Source records:
'''

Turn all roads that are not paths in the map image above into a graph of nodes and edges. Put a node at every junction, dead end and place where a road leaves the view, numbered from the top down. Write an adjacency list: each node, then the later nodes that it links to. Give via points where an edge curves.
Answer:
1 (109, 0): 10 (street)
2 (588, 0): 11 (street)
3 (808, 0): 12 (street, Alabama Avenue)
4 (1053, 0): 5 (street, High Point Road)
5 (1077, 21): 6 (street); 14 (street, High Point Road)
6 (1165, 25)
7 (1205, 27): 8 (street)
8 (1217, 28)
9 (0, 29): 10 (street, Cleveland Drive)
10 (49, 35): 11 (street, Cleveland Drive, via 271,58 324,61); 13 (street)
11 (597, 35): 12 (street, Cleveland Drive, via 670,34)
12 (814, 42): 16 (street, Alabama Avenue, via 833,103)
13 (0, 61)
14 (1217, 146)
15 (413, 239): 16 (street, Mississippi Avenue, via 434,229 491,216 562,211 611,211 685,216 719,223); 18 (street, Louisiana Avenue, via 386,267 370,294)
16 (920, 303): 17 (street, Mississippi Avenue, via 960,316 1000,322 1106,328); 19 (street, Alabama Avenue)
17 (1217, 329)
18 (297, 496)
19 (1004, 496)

'''

■ EXERCISE DETAILS ■
Your response must consist of the entries, reproduced exactly.

■ SOLUTION TO THE EXERCISE ■
Turn all roads that are not paths in the map image above into a graph of nodes and edges. Put a node at every junction, dead end and place where a road leaves the view, numbered from the top down. Write an adjacency list: each node, then the later nodes that it links to. Give via points where an edge curves.
Answer:
1 (109, 0): 10 (street)
2 (588, 0): 11 (street)
3 (808, 0): 12 (street, Alabama Avenue)
4 (1053, 0): 5 (street, High Point Road)
5 (1077, 21): 6 (street); 14 (street, High Point Road)
6 (1165, 25)
7 (1205, 27): 8 (street)
8 (1217, 28)
9 (0, 29): 10 (street, Cleveland Drive)
10 (49, 35): 11 (street, Cleveland Drive, via 271,58 324,61); 13 (street)
11 (597, 35): 12 (street, Cleveland Drive, via 670,34)
12 (814, 42): 16 (street, Alabama Avenue, via 833,103)
13 (0, 61)
14 (1217, 146)
15 (413, 239): 16 (street, Mississippi Avenue, via 434,229 491,216 562,211 611,211 685,216 719,223); 18 (street, Louisiana Avenue, via 386,267 370,294)
16 (920, 303): 17 (street, Mississippi Avenue, via 960,316 1000,322 1106,328); 19 (street, Alabama Avenue)
17 (1217, 329)
18 (297, 496)
19 (1004, 496)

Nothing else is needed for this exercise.